France

Marseille : Un administrateur judiciaire jugé pour tentative d’extorsion sur un ex-dirigeant de l’OM

Un administrateur judiciaire a-t-il tenté, avec deux proches du milieu marseillais, d’extorquer un million d’euros à Jean-Pierre Bernès, ex-dirigeant de l’Olympique de Marseille devenu agent de joueurs de foot ? Le tribunal correctionnel de Marseille a commencé à répondre à cette question lundi.

En 2014, Me Michel Gillibert avait été chargé de relancer la procédure visant à faire régler 11 millions d’euros à Jean-Pierre Bernès. Cette somme correspondait aux dommages et intérêts auxquels cet ex-directeur général de l’OM (1988-1993) et d’autres dirigeants – mais pas son ex-président Bernard Tapie – avaient été condamnés, en décembre 1998, dans un dossier d’abus de biens sociaux au préjudice du club phocéen.

Pendant dix-sept ans, les prédécesseurs de Michel Gillibert s’étaient heurtés au refus obstiné de Jean-Pierre Bernès de régler le moindre centime. Pour parvenir à le « faire raquer », selon son expression, l’homme de loi avait tenté une voie détournée, faisant appel à un de ses amis, Simon Fedon, pour approcher Jean-Pierre Bernès. Associé à Richard Laaban, lui aussi considéré comme un proche du milieu marseillais et condamné à plusieurs reprises, leur rôle était de convaincre l’agent de joueurs d’accepter une transaction.

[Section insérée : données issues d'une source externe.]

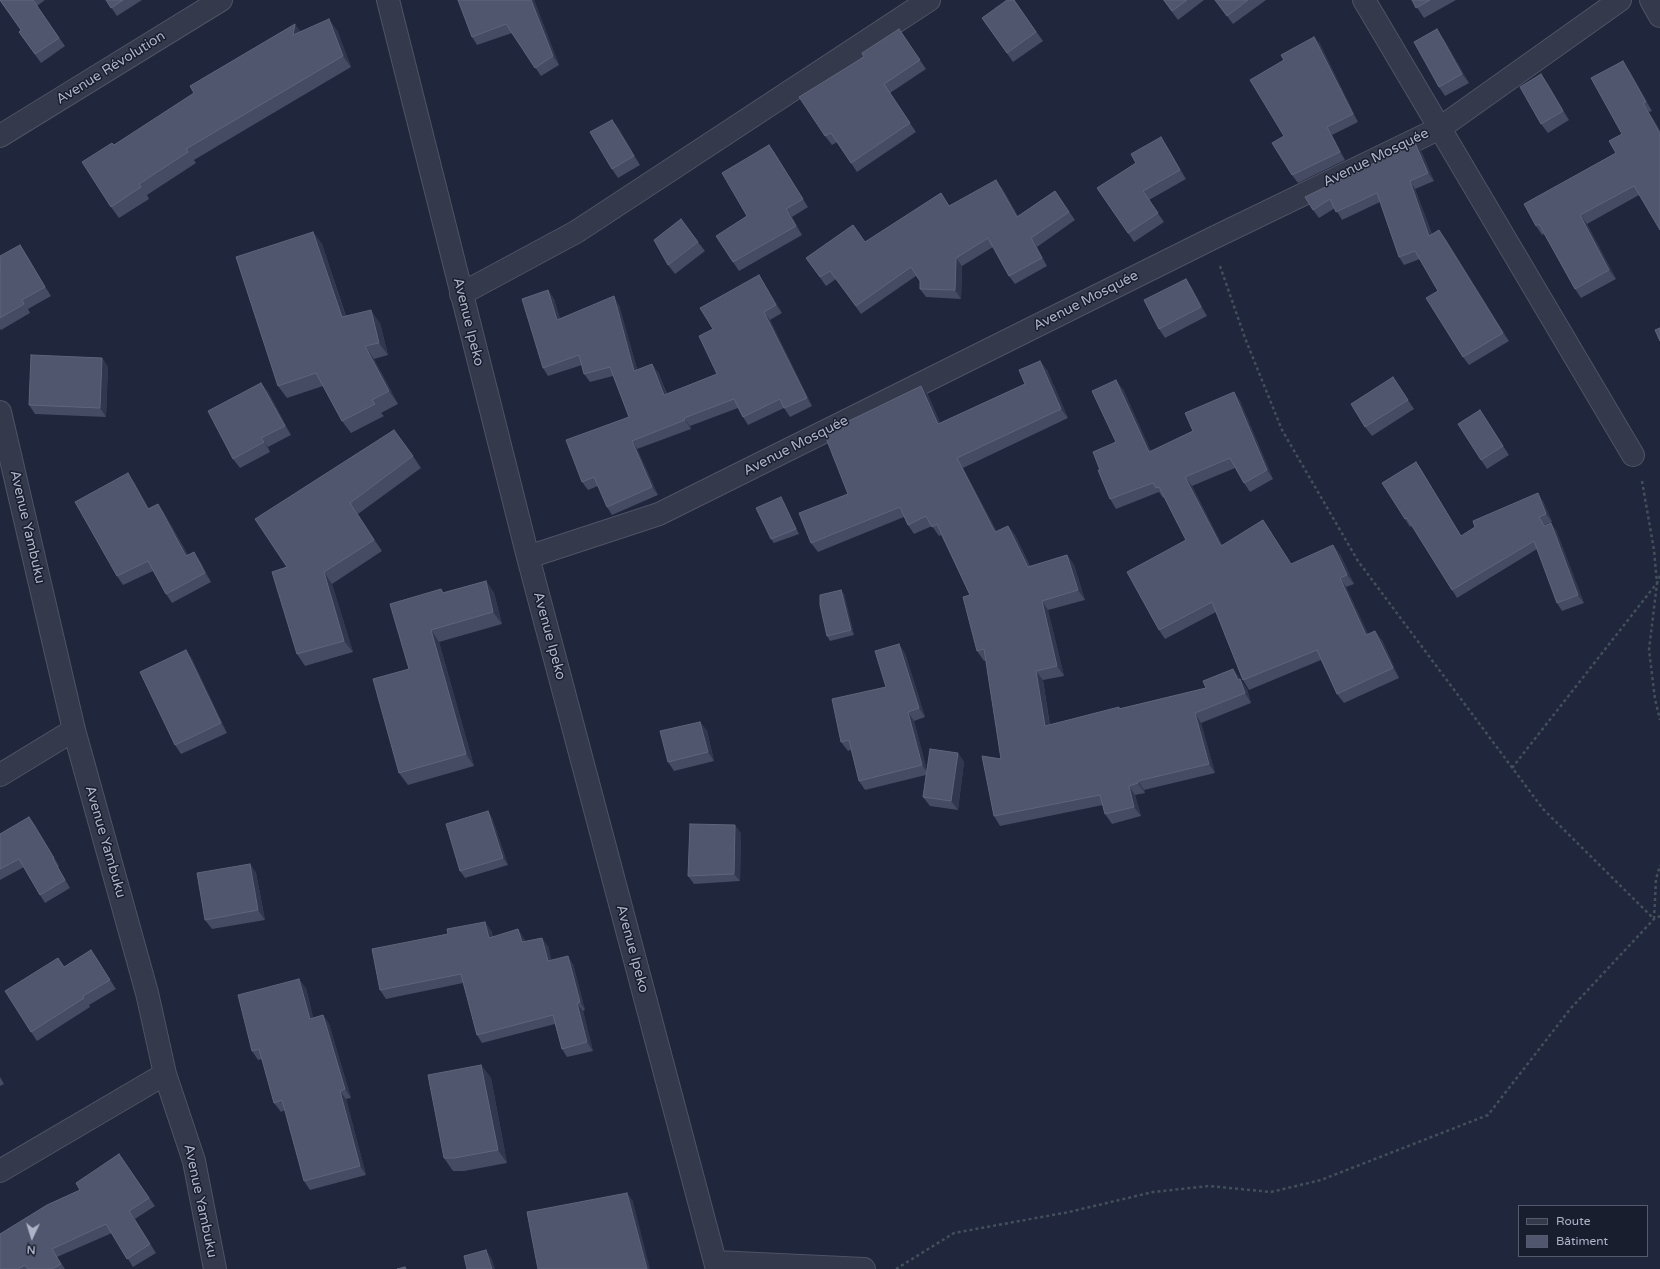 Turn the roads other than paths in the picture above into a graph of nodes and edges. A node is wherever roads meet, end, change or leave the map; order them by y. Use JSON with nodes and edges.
{"nodes":[{"id":1,"x":221,"y":0,"type":"edge"},
{"id":2,"x":388,"y":0,"type":"edge"},
{"id":3,"x":929,"y":0,"type":"edge"},
{"id":4,"x":1364,"y":0,"type":"edge"},
{"id":5,"x":1620,"y":0,"type":"edge"},
{"id":6,"x":1651,"y":0,"type":"edge"},
{"id":7,"x":1660,"y":16,"type":"edge"},
{"id":8,"x":1440,"y":128,"type":"junction"},
{"id":9,"x":0,"y":136,"type":"edge"},
{"id":10,"x":462,"y":294,"type":"junction"},
{"id":11,"x":0,"y":412,"type":"edge"},
{"id":12,"x":1633,"y":455,"type":"road end"},
{"id":13,"x":528,"y":557,"type":"junction"},
{"id":14,"x":74,"y":730,"type":"junction"},
{"id":15,"x":0,"y":775,"type":"edge"},
{"id":16,"x":165,"y":1074,"type":"junction"},
{"id":17,"x":0,"y":1171,"type":"edge"},
{"id":18,"x":716,"y":1266,"type":"edge"},
{"id":19,"x":215,"y":1269,"type":"edge"},
{"id":20,"x":864,"y":1269,"type":"edge"}],
"edges":[{"from":1,"to":9,"type":"street","name":"Avenue Révolution"},
{"from":2,"to":10,"type":"street","name":"Avenue Ipeko"},
{"from":3,"to":10,"type":"street"},
{"from":4,"to":8,"type":"street"},
{"from":5,"to":8,"type":"street","name":"Avenue Mosquée"},
{"from":6,"to":7,"type":"street"},
{"from":8,"to":12,"type":"street"},
{"from":8,"to":13,"type":"street","name":"Avenue Mosquée"},
{"from":10,"to":13,"type":"street","name":"Avenue Ipeko"},
{"from":11,"to":14,"type":"street","name":"Avenue Yambuku"},
{"from":13,"to":18,"type":"street","name":"Avenue Ipeko"},
{"from":14,"to":15,"type":"street"},
{"from":14,"to":16,"type":"street","name":"Avenue Yambuku"},
{"from":16,"to":17,"type":"street"},
{"from":16,"to":19,"type":"street","name":"Avenue Yambuku"},
{"from":18,"to":20,"type":"street"}]} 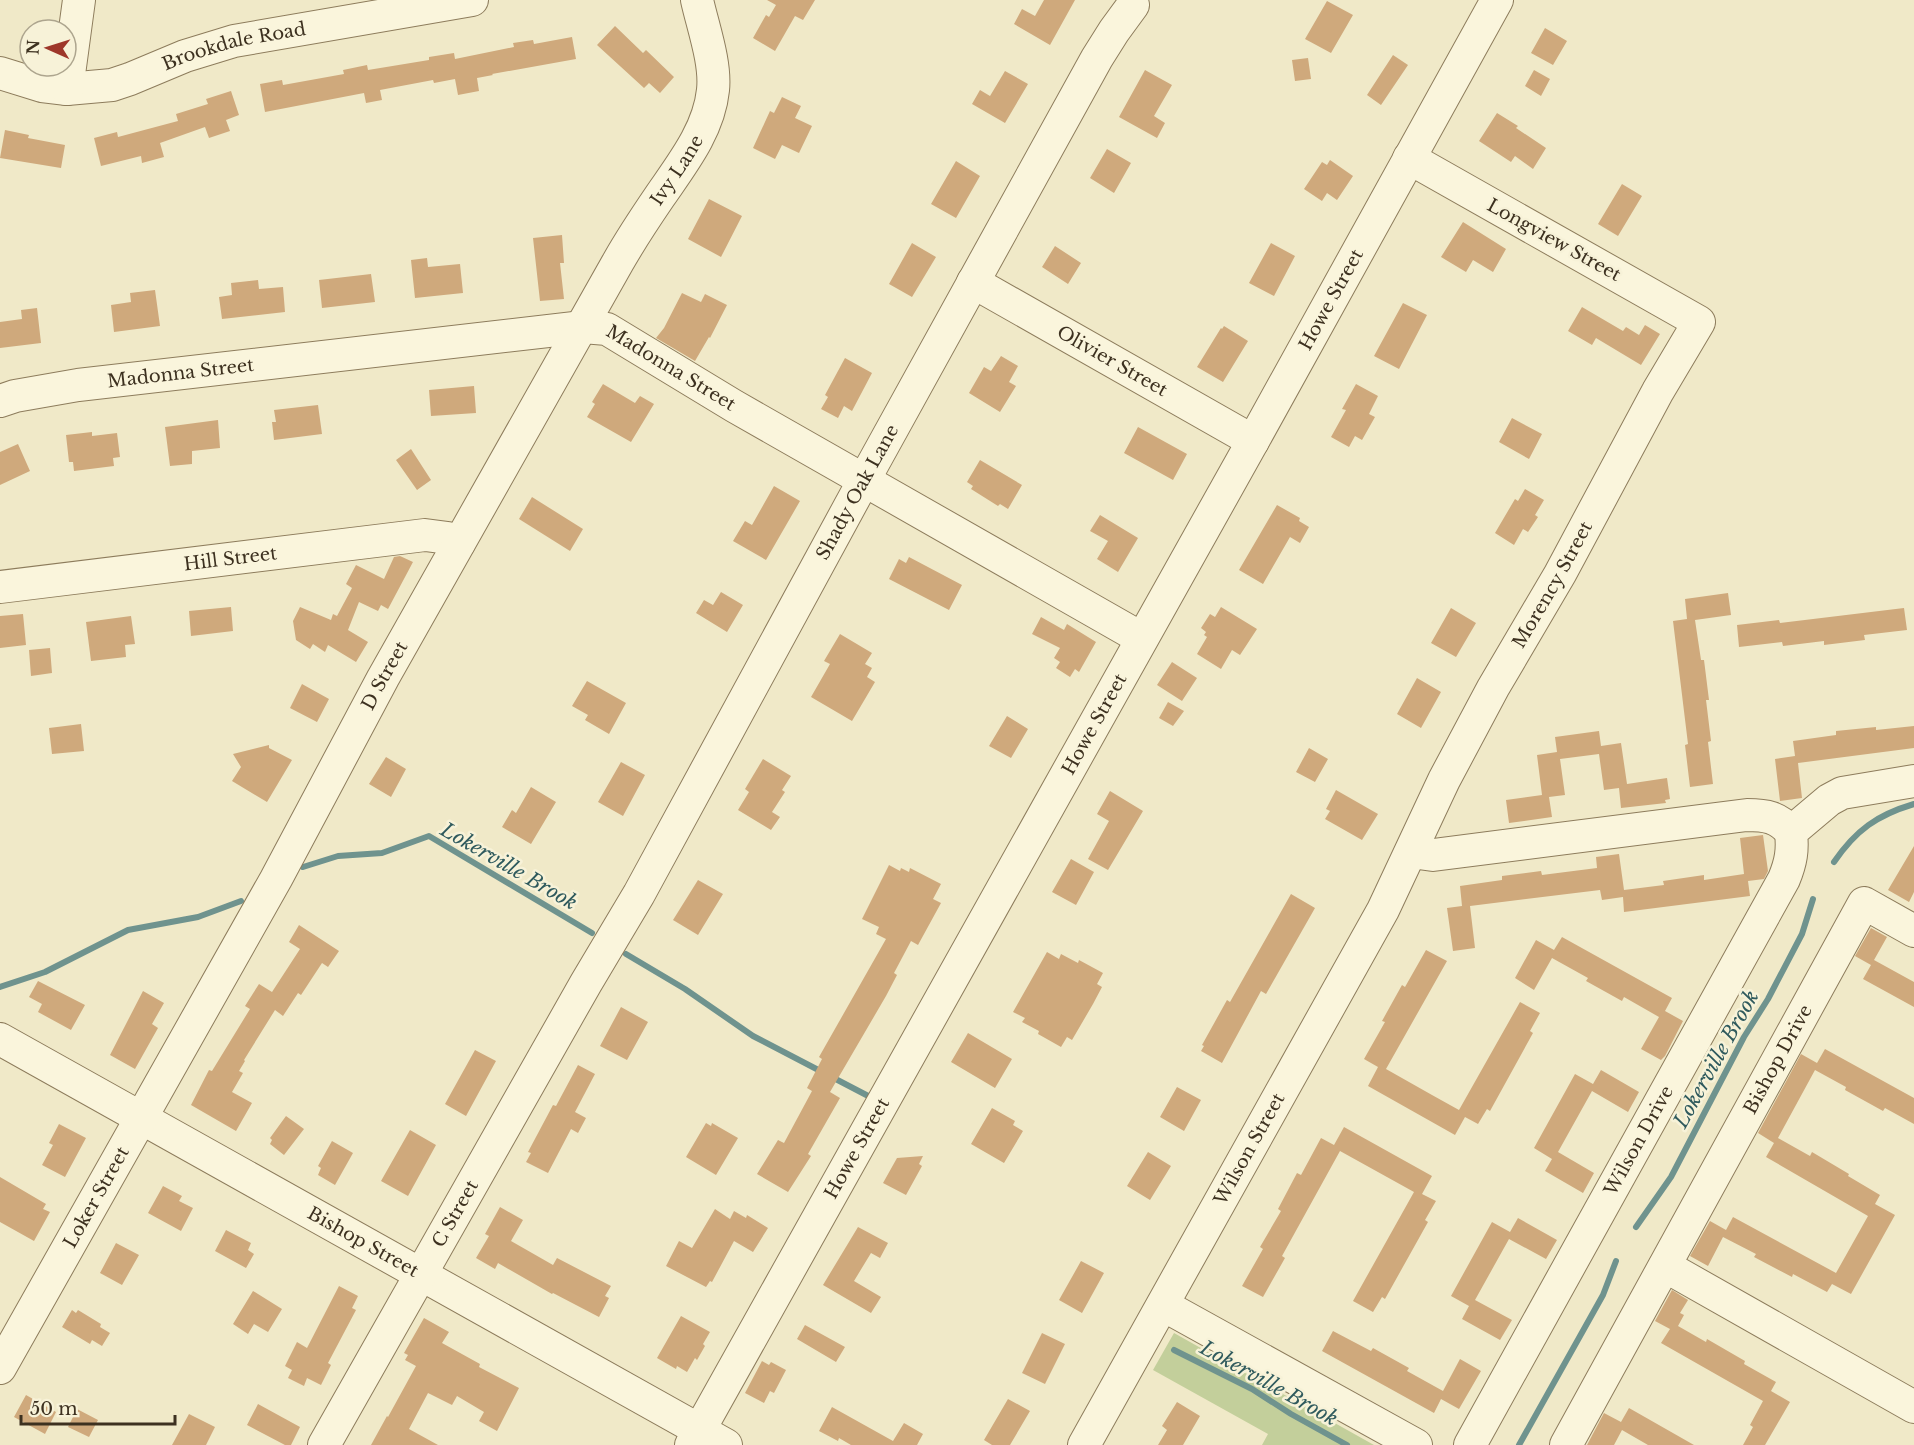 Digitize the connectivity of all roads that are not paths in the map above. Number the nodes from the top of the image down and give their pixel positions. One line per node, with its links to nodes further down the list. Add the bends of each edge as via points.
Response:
1 (79, 0): 8 (street)
2 (472, 0): 6 (street, Brookdale Road)
3 (697, 0): 12 (street, Ivy Lane, via 714,90 703,128 631,240)
4 (1497, 0): 9 (street, Howe Street)
5 (1133, 5): 10 (street, Shady Oak Lane, via 1097,58)
6 (389, 7): 8 (street, Brookdale Road, via 234,41 130,79 89,88)
7 (0, 73): 8 (street, Brookdale Road, via 42,86)
8 (67, 88)
9 (1409, 158): 11 (street, Longview Street); 14 (street, Howe Street)
10 (972, 282): 14 (street, Olivier Street); 15 (street, Shady Oak Lane)
11 (1699, 322): 21 (street, Morency Street, via 1493,688)
12 (583, 327): 13 (street, Madonna Street, via 78,385); 15 (street, Madonna Street, via 607,329 621,336); 16 (street, D Street)
13 (0, 401)
14 (1253, 441): 18 (street, Howe Street)
15 (864, 480): 18 (street, Madonna Street); 23 (street, Shady Oak Lane, via 639,894)
16 (459, 543): 17 (street, Hill Street, via 425,535); 24 (street, D Street)
17 (0, 587)
18 (1141, 638): 32 (street, Howe Street)
19 (1914, 782): 20 (street, via 1842,793)
20 (1791, 832): 21 (street, via 1773,817 1747,814 1433,855); 37 (street, Wilson Drive, via 1793,850 1784,879)
21 (1411, 852): 29 (street, Wilson Street, via 1383,910)
22 (1914, 931): 27 (street, Bishop Drive, via 1864,903)
23 (586, 982): 28 (street, C Street)
24 (191, 1027): 26 (street, Loker Street)
25 (0, 1038): 26 (street, Bishop Street)
26 (141, 1117): 28 (street, Bishop Street); 30 (street, Loker Street)
27 (1665, 1266): 31 (street); 38 (street, Bishop Drive)
28 (420, 1274): 32 (street, Bishop Street); 33 (street, C Street)
29 (1162, 1305): 35 (street, Wilson Street); 36 (street)
30 (0, 1368)
31 (1914, 1407)
32 (695, 1437): 34 (street, Bishop Street)
33 (324, 1445)
34 (726, 1445)
35 (1084, 1445)
36 (1416, 1445)
37 (1470, 1445)
38 (1566, 1445)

« Ils me disaient que j’avais intérêt à partir très loin »

Selon l’accusation, Jean-Pierre Bernès s’était vu proposer de transiger à hauteur de deux millions d’euros pour solder officiellement sa dette civile, moyennant un dessous-de-table d’un million d’euros. Lors de la sonorisation d’un rendez-vous dans un grand hôtel marseillais, Simon Fedon, aujourd’hui décédé, évoquait la ventilation de ce bakchich : 600.000 euros pour Me Gillibert et 400.000 euros pour ses hommes de main.

L’ex-administrateur judiciaire, 70 ans, aujourd’hui retraité, conteste le moindre arrangement, regrettant d’« avoir fait appel à des Pieds nickelés dans ce dossier ». Il est poursuivi pour complicité de tentative d’extorsion, association de malfaiteurs et violation du secret professionnel.

« Je n’ai jamais demandé, ni même parlé d’argent avec Jean-Pierre Bernès », s’est défendu lundi Richard Laaban, 78 ans, après s’être présenté comme un simple intermédiaire, un petit facteur : « Je n’ai jamais effrayé M. Bernès, je n’ai jamais vu qu’il était inquiet de moi », a insisté l’ex-patron de brasserie et de discothèques alors reconverti en gérant de la boutique de l’OM et agent de joueurs.

Un climat de pressions

Jean-Pierre Bernès, que le tribunal entendra ce mardi, n’a certes jamais évoqué de menaces de mort, mais un climat pesant de pressions : « Ils me disaient que j’avais intérêt à partir très loin si je ne payais pas », avait-il expliqué aux enquêteurs.

Lors d’un tête-à-tête avec Me Gillibert, le 20 avril 2015, Jean-Pierre Bernès avait discrètement enregistré son interlocuteur : « Avec ces gens-là, c’est toujours angoissant, je ne tiens pas à me prendre une balle dans la tête », lui avait lâché celui-ci, sibyllin.

Quelques semaines plus tard, Michel Gillibert avait remis cette procédure sur les voies classiques, avant d’être finalement rattrapé par l’enquête. Trois ans plus tard, en juin 2018, c’est un autre administrateur judiciaire qui allait parvenir à un protocole d’accord, Jean-Pierre Bernès s’engageant finalement à verser 2,3 millions d’euros au mandataire ad hoc. Le procès doit s’achever mercredi.